“It would have been ‘curtains’ for many species in the world at the time,” said Dr. Glikson.
However, the team, which released its findings in the geology journal ‘Tectonophysics,’ hasn’t been able to link the event to any known annihilation. “It is a puzzle – we cannot find an extinction event that fits this crash,” said Dr. Glikson. “I’ve a feeling the impact may be older than 300 million years.”
The stones around the impact zone are about 300 to 600 million years old, however a layer of ashes that would have been thrown up by the impact hasn’t yet been found, as sediment in the stone layers form an identical interval.
“Substantial impacts such as these may have had a lot more important part in the Earth’s development than previously believed,” Dr. Glikson said.
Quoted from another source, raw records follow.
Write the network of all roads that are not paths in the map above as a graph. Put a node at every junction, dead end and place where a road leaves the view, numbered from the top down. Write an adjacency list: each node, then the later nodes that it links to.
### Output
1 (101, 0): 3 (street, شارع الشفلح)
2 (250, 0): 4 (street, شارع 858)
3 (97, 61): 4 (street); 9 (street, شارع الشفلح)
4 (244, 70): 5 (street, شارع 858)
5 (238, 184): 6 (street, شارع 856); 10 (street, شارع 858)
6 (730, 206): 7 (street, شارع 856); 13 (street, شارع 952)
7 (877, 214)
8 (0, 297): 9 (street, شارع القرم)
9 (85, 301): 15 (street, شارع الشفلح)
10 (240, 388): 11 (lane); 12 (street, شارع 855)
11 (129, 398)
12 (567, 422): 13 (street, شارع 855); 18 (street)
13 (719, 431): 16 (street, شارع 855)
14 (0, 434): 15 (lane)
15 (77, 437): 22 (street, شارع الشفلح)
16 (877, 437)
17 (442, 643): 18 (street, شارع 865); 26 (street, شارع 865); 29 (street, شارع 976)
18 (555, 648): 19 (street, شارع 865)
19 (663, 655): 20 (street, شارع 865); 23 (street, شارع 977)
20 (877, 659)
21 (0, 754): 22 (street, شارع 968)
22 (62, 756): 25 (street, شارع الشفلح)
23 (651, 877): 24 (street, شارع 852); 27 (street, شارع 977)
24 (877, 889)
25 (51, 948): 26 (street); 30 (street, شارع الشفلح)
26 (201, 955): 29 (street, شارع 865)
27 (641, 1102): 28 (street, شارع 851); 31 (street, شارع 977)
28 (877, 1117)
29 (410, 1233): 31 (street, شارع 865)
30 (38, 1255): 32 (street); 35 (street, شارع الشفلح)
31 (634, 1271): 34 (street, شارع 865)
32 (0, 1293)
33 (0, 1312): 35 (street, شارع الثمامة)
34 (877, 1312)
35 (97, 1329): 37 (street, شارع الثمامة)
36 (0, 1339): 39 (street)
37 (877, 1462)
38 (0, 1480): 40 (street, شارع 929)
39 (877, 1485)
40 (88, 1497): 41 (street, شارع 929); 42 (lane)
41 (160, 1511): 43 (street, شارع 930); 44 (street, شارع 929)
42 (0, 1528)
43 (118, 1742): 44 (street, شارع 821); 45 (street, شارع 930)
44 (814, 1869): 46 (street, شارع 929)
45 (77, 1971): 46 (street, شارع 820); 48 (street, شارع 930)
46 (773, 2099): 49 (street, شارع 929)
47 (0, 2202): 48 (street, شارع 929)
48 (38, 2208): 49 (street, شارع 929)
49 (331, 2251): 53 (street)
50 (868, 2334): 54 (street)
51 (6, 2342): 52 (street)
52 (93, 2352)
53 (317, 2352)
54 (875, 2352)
The excavation returned bits of stone that were turned into glass by excessive temperature and pressure, consistent with a substantial impact.
The rocks around the impact zone are roughly 300 to 600 million years old, but a layer of ash that would have been thrown up by the impact has not been detected as sediment in rock layers from the same period.
The large meteorite believed to have killed the dinosaurs 66 million years ago corresponds to a layer of sediment in rocks around the world.
“Large impacts like these may have had a far more significant role in the Earth’s evolution than previously thought,” Dr Glikson said.
The apparent impact zone in the Warburton Basin was discovered by accident while scientists were drilling 2km under the Earth’s surface for a geothermal research project.
The dig returned traces of rock that had been turned to glass by extreme temperature and pressure, consistent with a massive impact.